*Instructions for the task*
Scan the entries for "links". Every line that holds it is to be copied.

=== Data shown ===

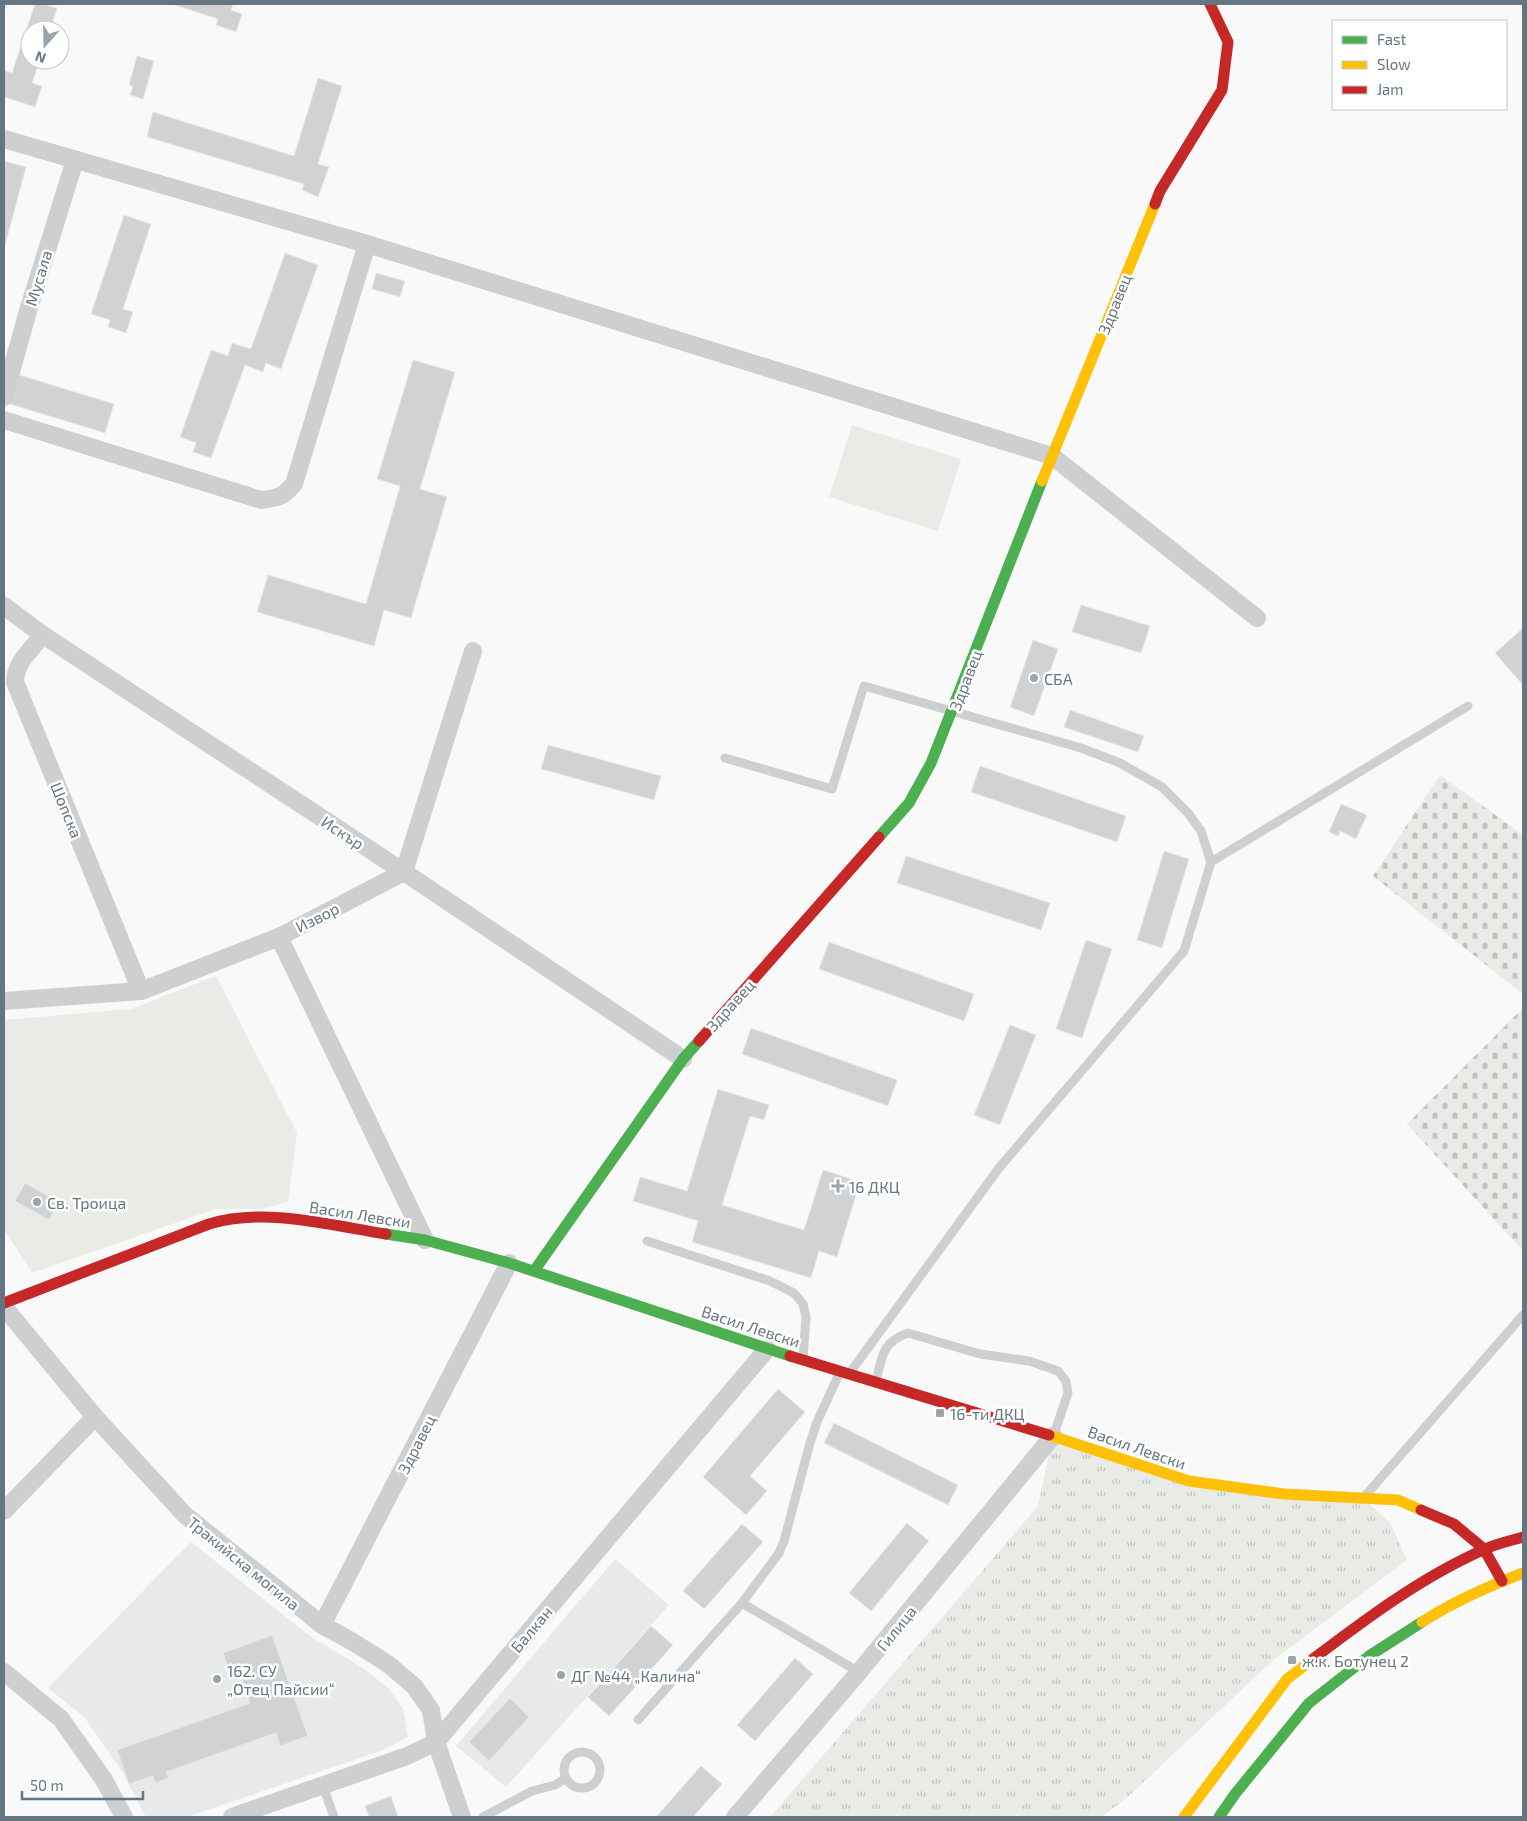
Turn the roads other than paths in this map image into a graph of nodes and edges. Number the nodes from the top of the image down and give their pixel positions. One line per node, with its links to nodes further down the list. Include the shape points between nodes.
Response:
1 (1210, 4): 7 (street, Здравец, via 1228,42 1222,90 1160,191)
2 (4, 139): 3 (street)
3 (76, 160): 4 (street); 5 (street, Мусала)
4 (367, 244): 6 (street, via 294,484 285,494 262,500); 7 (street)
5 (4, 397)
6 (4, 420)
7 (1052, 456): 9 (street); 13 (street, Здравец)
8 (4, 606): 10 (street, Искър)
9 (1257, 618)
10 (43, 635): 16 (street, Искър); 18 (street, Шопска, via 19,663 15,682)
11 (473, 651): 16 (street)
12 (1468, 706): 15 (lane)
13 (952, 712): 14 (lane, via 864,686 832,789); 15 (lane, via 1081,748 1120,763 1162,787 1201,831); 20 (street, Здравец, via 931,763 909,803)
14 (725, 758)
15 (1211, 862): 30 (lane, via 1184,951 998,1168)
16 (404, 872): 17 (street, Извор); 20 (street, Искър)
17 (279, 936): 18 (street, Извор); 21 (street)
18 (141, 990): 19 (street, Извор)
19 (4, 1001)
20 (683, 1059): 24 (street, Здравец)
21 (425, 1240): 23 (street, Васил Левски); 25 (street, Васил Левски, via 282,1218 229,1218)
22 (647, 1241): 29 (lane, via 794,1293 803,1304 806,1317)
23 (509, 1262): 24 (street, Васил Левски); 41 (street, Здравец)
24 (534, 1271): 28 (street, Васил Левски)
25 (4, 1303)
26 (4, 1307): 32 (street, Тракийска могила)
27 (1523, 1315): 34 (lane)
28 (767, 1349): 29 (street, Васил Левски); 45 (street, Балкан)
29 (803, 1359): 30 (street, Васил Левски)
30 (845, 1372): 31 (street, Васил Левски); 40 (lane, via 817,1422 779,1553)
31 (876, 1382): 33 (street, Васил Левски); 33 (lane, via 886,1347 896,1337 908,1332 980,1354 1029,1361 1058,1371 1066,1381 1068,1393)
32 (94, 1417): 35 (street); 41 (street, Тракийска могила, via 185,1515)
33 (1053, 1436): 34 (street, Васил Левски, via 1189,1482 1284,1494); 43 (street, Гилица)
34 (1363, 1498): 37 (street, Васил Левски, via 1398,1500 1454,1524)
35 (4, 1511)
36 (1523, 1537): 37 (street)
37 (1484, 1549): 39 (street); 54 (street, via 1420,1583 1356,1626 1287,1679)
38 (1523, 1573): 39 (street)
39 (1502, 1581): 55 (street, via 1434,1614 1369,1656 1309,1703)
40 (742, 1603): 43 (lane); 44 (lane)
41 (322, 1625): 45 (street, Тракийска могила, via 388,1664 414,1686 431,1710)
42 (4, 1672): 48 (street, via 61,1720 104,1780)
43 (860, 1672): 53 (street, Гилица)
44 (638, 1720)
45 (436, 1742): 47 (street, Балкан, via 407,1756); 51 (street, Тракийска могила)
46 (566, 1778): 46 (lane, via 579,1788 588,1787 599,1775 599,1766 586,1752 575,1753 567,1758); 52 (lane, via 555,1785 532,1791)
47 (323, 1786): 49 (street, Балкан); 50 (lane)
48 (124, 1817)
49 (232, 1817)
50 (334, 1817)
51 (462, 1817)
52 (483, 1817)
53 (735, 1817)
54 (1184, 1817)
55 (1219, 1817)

===
=== Data shown ===

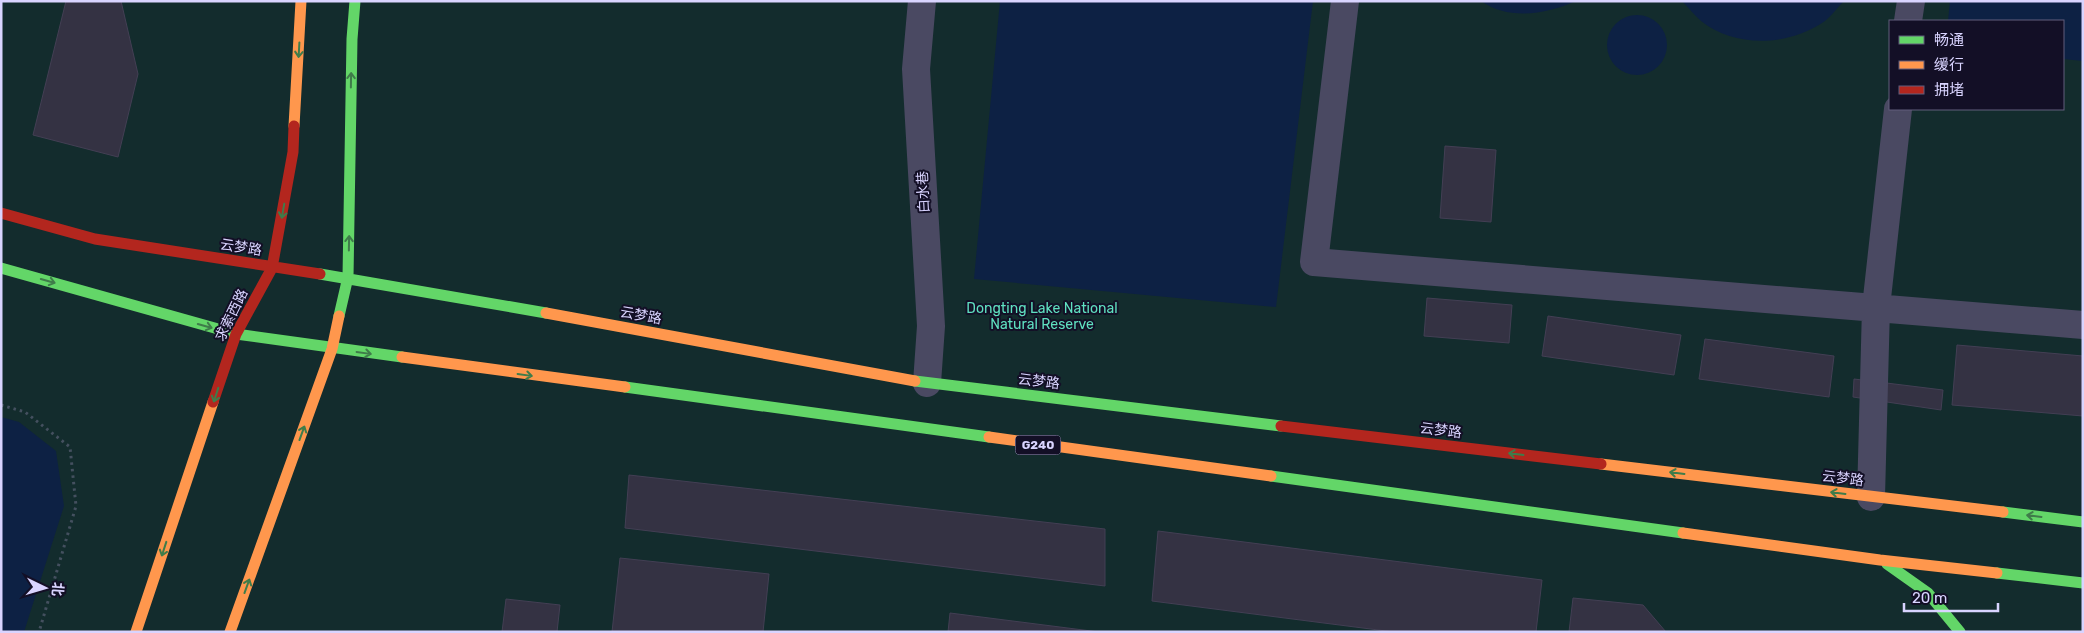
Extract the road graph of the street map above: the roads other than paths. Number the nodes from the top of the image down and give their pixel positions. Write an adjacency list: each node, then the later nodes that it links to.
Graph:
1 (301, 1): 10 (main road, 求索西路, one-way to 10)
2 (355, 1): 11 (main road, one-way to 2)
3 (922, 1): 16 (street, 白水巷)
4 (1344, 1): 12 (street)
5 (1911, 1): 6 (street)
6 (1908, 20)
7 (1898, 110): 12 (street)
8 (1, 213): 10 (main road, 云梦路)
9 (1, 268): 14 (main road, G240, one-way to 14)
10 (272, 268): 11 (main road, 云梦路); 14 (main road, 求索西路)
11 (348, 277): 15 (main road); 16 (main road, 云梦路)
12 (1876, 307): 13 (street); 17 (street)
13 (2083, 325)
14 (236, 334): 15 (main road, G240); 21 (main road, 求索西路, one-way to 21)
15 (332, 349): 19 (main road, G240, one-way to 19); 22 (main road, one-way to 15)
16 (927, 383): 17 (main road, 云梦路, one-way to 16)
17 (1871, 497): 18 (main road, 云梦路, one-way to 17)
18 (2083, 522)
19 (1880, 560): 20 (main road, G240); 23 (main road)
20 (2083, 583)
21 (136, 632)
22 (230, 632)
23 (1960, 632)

===

*Worked solution*
Turn the roads other than paths in this map image into a graph of nodes and edges. Number the nodes from the top of the image down and give their pixel positions. One line per node, with its links to nodes further down the list. Include the shape points between nodes.
Extract the road graph of the street map above: the roads other than paths. Number the nodes from the top of the image down and give their pixel positions. Write an adjacency list: each node, then the later nodes that it links to.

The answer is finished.